Pick out the lines below with "Right" and list them.

Structured pose outputs
_ _ _ _ _ _ _

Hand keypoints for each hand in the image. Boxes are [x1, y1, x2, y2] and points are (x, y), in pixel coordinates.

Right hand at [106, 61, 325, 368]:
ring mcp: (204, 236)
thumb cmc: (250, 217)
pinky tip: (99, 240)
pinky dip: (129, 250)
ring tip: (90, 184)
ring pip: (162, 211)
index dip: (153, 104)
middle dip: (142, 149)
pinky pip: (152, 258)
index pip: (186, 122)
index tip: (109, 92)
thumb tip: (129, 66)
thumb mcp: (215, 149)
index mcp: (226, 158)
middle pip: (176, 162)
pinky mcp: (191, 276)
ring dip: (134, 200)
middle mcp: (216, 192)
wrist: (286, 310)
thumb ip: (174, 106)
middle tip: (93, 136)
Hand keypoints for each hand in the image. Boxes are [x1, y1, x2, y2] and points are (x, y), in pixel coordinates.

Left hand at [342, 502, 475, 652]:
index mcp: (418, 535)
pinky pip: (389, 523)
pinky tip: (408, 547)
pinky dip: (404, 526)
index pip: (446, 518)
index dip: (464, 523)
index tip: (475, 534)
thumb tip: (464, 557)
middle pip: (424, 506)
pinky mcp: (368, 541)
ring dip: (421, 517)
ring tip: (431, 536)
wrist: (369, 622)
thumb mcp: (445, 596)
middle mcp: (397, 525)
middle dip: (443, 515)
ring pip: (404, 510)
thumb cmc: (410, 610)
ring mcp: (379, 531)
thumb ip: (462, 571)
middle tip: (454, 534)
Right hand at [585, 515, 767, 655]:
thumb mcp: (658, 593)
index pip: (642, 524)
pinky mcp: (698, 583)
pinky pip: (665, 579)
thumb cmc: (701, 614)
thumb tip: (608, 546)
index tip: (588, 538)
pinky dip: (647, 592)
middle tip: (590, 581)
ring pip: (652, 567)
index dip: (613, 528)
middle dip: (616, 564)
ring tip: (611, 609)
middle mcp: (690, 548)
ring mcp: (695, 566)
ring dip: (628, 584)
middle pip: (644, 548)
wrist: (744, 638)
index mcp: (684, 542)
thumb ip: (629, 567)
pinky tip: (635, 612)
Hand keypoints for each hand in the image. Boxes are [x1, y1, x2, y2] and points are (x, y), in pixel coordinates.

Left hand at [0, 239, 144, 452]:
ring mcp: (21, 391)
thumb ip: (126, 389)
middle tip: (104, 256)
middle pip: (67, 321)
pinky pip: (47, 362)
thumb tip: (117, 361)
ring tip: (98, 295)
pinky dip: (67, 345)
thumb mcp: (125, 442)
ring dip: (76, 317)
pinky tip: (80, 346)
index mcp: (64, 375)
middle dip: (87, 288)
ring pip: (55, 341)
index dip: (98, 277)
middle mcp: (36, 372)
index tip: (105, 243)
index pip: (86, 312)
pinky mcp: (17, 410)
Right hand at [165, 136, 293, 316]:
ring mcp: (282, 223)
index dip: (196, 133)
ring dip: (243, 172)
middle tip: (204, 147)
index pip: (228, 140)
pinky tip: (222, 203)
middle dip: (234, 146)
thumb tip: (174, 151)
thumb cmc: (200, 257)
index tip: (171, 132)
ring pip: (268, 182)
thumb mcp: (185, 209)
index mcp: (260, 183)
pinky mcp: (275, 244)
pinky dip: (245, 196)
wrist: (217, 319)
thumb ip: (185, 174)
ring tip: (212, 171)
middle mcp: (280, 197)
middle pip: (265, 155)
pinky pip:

_ _ _ _ _ _ _

▸ **EXERCISE ANSWER**:
Right hand at [106, 61, 325, 368]:
Right hand at [585, 515, 767, 655]:
Right hand at [165, 136, 293, 316]:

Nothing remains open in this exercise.